Lo studente teatino di 18 anni, arrestato dai carabinieri, è stato sottoposto ieri all'interrogatorio di garanzia nel carcere di Chieti dal gip Paolo Di Geronimo, alla presenza del pm Marika Ponziani e dei due difensori, gli avvocati Marco Femminella e Monica D'Amico. Ancora sotto shock, ha detto di aver sbagliato e di assumersi la responsabilità di ciò che ha fatto.
L'omicidio sarebbe stato l'epilogo di una lite fra ragazzi, come l'avrebbe definita il giovane. Quello di D'Alessandro è stato un racconto con fatto di vuoti e silenzi, pare dettati dall'emotività che ha preso il sopravvento a seguito della rielaborazione dei fatti e della comprensione del dramma. Si parla di «affetti incompresi», di un suo tentativo di baciarla e del rifiuto di lei che ha scatenato una violenta lite.

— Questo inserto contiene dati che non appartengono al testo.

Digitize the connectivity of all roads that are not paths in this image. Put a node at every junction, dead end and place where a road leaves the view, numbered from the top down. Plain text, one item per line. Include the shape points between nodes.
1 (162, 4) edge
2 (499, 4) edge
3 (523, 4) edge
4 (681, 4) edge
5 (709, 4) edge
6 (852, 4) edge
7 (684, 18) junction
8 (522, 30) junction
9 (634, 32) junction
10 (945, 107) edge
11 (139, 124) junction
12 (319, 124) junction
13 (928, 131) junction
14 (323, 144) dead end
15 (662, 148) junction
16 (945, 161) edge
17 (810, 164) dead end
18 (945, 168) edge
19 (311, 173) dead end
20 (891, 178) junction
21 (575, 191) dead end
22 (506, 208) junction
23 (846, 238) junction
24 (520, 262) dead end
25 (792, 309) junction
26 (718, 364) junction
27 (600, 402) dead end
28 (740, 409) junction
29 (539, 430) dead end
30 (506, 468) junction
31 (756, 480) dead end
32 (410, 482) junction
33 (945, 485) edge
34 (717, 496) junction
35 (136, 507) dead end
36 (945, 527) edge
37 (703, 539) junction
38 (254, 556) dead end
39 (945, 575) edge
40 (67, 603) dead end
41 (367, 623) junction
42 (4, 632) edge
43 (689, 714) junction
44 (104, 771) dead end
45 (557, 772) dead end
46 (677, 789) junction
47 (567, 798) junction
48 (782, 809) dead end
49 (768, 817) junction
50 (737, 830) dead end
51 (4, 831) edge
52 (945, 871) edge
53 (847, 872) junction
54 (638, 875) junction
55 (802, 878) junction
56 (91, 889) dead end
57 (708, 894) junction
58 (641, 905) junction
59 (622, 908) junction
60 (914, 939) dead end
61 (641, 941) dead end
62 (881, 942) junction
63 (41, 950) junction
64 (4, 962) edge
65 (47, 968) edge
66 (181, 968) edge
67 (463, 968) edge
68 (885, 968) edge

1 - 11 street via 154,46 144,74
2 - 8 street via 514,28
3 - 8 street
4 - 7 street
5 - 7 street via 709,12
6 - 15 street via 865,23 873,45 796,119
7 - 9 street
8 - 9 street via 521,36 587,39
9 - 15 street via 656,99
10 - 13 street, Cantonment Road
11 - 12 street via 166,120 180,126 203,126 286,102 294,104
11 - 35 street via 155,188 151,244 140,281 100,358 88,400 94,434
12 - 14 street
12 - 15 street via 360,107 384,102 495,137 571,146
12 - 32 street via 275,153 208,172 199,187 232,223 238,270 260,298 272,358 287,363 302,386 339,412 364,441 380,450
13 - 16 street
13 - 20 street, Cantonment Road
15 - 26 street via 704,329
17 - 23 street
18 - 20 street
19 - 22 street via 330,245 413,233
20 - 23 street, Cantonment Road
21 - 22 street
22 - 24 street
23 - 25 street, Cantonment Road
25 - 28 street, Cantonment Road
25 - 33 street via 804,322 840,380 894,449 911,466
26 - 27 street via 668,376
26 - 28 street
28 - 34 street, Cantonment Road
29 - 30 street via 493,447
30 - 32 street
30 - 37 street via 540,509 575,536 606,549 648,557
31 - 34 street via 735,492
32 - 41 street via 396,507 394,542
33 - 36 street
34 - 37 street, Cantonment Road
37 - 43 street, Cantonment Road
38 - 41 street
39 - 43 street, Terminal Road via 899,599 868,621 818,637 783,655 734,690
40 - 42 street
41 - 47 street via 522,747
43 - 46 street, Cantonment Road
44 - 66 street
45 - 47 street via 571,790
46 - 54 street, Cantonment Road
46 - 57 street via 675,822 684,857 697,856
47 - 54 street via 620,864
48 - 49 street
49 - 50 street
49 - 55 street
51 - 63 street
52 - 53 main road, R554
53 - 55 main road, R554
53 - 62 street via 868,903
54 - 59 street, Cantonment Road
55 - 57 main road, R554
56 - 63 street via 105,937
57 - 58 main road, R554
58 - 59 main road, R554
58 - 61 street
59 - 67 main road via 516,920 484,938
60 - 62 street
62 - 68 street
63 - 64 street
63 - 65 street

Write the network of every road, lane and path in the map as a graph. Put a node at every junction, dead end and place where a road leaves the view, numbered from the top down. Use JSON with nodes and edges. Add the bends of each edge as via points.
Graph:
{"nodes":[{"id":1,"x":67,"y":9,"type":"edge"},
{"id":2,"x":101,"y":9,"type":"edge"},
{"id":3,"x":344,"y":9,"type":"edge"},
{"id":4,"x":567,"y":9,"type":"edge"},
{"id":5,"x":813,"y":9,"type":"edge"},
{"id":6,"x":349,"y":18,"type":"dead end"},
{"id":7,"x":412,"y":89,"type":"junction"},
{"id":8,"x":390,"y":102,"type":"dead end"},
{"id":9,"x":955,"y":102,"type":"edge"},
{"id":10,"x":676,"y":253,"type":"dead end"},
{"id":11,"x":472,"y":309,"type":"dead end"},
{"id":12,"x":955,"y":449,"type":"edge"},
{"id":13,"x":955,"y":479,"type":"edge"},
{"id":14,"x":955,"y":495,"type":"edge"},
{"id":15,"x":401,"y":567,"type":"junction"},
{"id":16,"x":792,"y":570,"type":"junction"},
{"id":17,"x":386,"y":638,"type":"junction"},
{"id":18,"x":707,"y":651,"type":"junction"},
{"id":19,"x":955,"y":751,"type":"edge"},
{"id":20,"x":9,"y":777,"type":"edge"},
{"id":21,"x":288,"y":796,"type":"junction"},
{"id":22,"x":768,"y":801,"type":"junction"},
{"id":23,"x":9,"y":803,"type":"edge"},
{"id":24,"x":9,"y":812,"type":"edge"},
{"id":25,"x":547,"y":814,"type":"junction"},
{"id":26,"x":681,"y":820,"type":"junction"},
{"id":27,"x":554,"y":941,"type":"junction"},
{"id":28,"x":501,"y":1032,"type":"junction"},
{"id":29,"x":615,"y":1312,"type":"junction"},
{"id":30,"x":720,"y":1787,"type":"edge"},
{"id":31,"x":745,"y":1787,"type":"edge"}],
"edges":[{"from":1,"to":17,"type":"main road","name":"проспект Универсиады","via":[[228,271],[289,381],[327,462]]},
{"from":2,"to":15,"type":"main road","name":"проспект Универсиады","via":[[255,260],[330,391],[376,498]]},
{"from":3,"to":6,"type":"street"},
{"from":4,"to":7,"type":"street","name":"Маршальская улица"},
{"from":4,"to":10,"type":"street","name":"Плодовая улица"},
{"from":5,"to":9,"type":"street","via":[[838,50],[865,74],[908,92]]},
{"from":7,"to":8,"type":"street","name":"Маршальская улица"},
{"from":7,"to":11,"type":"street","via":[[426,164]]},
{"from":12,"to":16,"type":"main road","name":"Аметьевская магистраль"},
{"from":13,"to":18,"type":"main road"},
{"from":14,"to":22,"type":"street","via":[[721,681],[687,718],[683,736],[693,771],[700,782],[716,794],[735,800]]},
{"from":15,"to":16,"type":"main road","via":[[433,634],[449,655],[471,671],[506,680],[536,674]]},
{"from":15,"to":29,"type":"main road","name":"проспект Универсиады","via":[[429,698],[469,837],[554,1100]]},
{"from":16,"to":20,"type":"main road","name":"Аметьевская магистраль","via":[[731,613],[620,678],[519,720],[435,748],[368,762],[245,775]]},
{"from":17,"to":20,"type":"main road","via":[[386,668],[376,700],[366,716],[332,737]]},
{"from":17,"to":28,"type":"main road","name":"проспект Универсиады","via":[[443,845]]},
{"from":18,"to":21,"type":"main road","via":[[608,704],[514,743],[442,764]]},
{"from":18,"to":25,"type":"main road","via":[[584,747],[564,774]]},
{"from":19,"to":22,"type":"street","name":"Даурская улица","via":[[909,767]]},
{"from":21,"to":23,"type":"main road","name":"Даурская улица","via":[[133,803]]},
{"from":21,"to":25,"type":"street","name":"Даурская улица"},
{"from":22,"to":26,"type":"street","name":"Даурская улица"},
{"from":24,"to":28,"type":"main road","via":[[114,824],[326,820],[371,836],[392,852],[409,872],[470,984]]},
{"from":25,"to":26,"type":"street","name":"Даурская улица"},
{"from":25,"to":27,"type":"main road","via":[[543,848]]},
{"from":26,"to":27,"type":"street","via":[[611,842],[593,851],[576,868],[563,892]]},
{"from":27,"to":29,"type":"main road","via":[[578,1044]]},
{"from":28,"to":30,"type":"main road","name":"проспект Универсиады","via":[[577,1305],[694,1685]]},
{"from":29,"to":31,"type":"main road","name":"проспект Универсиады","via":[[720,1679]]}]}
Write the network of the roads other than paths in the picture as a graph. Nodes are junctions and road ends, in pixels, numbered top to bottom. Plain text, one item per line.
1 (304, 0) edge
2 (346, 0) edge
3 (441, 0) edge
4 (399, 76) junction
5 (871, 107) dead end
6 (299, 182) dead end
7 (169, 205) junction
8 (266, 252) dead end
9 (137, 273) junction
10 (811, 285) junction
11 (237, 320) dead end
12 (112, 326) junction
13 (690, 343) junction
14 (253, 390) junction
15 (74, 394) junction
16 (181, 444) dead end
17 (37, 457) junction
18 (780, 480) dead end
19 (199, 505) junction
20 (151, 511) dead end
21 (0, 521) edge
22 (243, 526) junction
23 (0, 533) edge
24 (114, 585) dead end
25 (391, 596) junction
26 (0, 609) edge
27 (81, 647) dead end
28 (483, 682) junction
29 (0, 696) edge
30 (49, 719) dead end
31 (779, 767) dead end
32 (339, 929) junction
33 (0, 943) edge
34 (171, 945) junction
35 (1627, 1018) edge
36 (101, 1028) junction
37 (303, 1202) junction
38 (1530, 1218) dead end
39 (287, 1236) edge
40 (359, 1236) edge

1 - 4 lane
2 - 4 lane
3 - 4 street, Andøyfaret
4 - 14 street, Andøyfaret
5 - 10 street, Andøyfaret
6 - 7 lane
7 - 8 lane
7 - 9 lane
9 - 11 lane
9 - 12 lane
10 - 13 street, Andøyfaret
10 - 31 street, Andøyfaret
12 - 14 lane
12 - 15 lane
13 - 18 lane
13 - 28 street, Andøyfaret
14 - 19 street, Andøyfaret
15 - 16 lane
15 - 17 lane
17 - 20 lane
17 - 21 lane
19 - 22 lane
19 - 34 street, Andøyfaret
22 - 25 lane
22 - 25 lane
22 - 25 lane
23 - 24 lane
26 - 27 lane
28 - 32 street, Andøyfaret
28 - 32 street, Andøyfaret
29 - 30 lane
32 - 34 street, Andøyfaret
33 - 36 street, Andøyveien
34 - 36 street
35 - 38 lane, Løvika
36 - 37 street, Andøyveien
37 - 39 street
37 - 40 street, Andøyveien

Sul corpo di Silvia Elena, il medico legale Cristian D'Ovidio ha riscontrato ematomi e lesioni, segno che la donna ha cercato in ogni modo di difendersi prima di cedere alla violenza del suo assassino. Esile e alta 1 metro e 65 centimetri, la ragazza ha dovuto affrontare la furia del giovane, che ha al suo attivo anche un trattamento sanitario obbligatorio per aver distrutto i mobili della casa dei genitori sotto l'effetto di droghe sintetiche.
Da allora il giovane si era allontanato dalla casa di famiglia, a Chieti, per andare a vivere dai nonni a Francavilla. Lo studente, iscritto al quinto anno dell'istituto tecnico in una scuola di recupero e amante delle moto, frequentava la giovane prostituta da tempo. Ma l'altra sera avrebbe voluto da lei qualcosa in più, un gesto di affetto, un bacio. Di fronte al rifiuto di lei, la lite sarebbe via via degenerata, fino al tragico epilogo.
Secondo i difensori, il litigio sarebbe nato dal bisogno d'affetto, e non si tratterebbe di un delitto passionale. La parola "sentimenti" non sarebbe mai uscita dalla bocca di D'Alessandro nel corso dell'interrogatorio di garanzia, durato circa tre quarti d'ora. Il ragazzo però, alla domanda «perché l'hai uccisa?», non ha dato una risposta compiuta. Sembra che tra i due, l'ultima lite non sia stata la sola. Già in precedenza avevano avuto modo di confrontarsi in modo acceso.
D'Alessandro resta nel carcere di Chieti, probabilmente il pm Ponziani vorrà sentirlo di nuovo mentre i difensori pensano già al processo. «Il rito abbreviato», afferma l'avvocato Femminella, «è la cosa più logica, anche se dobbiamo capire le dinamiche che hanno portato a questa situazione». Il legale conferma che è allo studio l'ipotesi di una perizia sul ragazzo, anche sulla base del gesto d'ira che lo ha portato a sfasciare la casa dei suoi.
Nei confronti del 18enne le accuse sono di omicidio e rapina, un reato, quest'ultimo, che gli viene contestato perché ha portato via dall'abitazione della vittima vari oggetti fra i quali il passaporto della donna e i documenti del suo cane, cinque telefoni cellulari, le chiavi dell'appartamento, 1.400 euro e valuta messicana. Un'accusa, almeno quella di rapina, che la difesa proverà a smontare: avrebbe preso soldi e cellulari perché sotto shock.